Kantor wilayah Kementerian Hukum dan Hak Azasi Manusia(Kemenhukham) Maluku mengakui terdapat 106 produk peraturan daerah (Perda) di seluruh wilayah provins ini yang dinilai bermasalah dan kuat dugaan kalau sumbernya adalah tidak mencantumkan muatan lokal suatu daerah.

"Kemenkumham khususnya wilayah kerja di Maluku masih mencari sumber masalahya di mana," kata Kepala Divisi Pelayanan Hukum Kemenkumham setempat, M.J Mataheru di Ambon, Senin.

Penjelasan tersebut disampaikan Mataheru saat menerima kunjungan kerja pimpinan dan anggota Komisi A DPRD Maluku di Kanwil Kemenkumham Maluku.
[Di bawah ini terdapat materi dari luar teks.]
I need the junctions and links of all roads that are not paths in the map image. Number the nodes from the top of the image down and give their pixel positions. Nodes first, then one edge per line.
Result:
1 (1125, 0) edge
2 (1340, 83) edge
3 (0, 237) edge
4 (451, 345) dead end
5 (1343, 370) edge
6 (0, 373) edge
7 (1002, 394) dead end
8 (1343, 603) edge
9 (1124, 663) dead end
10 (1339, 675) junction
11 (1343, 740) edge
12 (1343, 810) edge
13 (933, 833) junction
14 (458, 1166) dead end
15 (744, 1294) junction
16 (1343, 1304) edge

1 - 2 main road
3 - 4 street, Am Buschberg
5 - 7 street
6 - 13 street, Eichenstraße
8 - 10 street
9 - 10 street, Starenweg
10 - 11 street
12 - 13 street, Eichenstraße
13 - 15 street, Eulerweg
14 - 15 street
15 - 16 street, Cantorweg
Kanwil Kemenkumham menyesalkan setiap pembuatan Perda oleh Pemerintah Daerah tidak mencantumkan tentang kearifan lokal kabupaten/kota setempat ataupun terkait masalah HAM.

Menurut dia, beberapa tahun yang lalu ada sekitar 4.000 produk Perda yang bermasalah di seluruh Indoensia dan Maluku sendiri terdapat 106 Perda.

Memang belum dketahui pasti permasalahannya di mana, namun pihaknyanya mencurigai Perda tersebut bermasalah karena tidak memiliki muatan kearifan lokal dan HAM.

"Judul sebuah Perda boleh sama, tetapi kearifan lokal budaya setempat itu harus diperhatikan sebab Perda dibuat itu manfaatnya untuk masyarakat, jadi bagaimana mau bermanfaat kalau kearifan lokalnya tidak ada," ujarnya.

Tugas kantor Kemenkumham Provinsi Maluku adalah melakukan kajian sekitar 30 Perda yang bermasalah, karena di sini terdapat 22 perancang yang berfungsi untuk melihat lagi 106 buah Perda itu.

Wakil Ketua Komisi A DPRD Provinsi Maluku, Constansius Kolatfeka menilai Perda-Perda berbasis kearifan lokal wilayah setempat adalah upaya sinergisitas dalam rangka membangun dan menata kelola pemerintahan yang baik.

"Ini adalah upaya sinergisitas dalam rangka membangun dan menata pemerintahan yang baik dalam rangka pelayanan publik sehingga komisi mengapresiasi Kemenkum HAM dalam rangka menawarkan ide dan gagasan serta program kerja yang sangat maksimal," katanya.

Dikatakan, ada sejumlah alasan kenapa kurang lebih 100 lebih perda di Maluku ditolak oleh kementerian.

Yang pertama, bukan saja menyangkut konsultasi pasal, anggaran dan sebagainya, tetapi juga soal kearifan lokal dan hak asasi manusia tidak memberikan satu bentuk intisari dalam muatan perda.

Padahal, hal ini sangat penting sekali bagaimana melindungi hak asasi manusia bagi setiap warga negara yang ada.

"Kedua, bagaimana pembanguan sebuah wilayah dalam bentuk regulasi harus menjunjung tinggi kearifan lokal sehingga perlu didorong sinergisitas, koordinasi kemitraan dengan Kementerian Hukum dan Ham ke depan," tandasnya.

Langkah ini sangat strategis dalam rangka menggolkan berbagai raperda yang diusulkan agar bisa ditetapkan menjadi perda.

Dalam melakukan konsultasi perda di kementerian bukan saja di Kemendagri tetapi juga Kemenkum HAM jadi sebelumnya perlu ditelaah bersama Kemenkum HAM provinsi.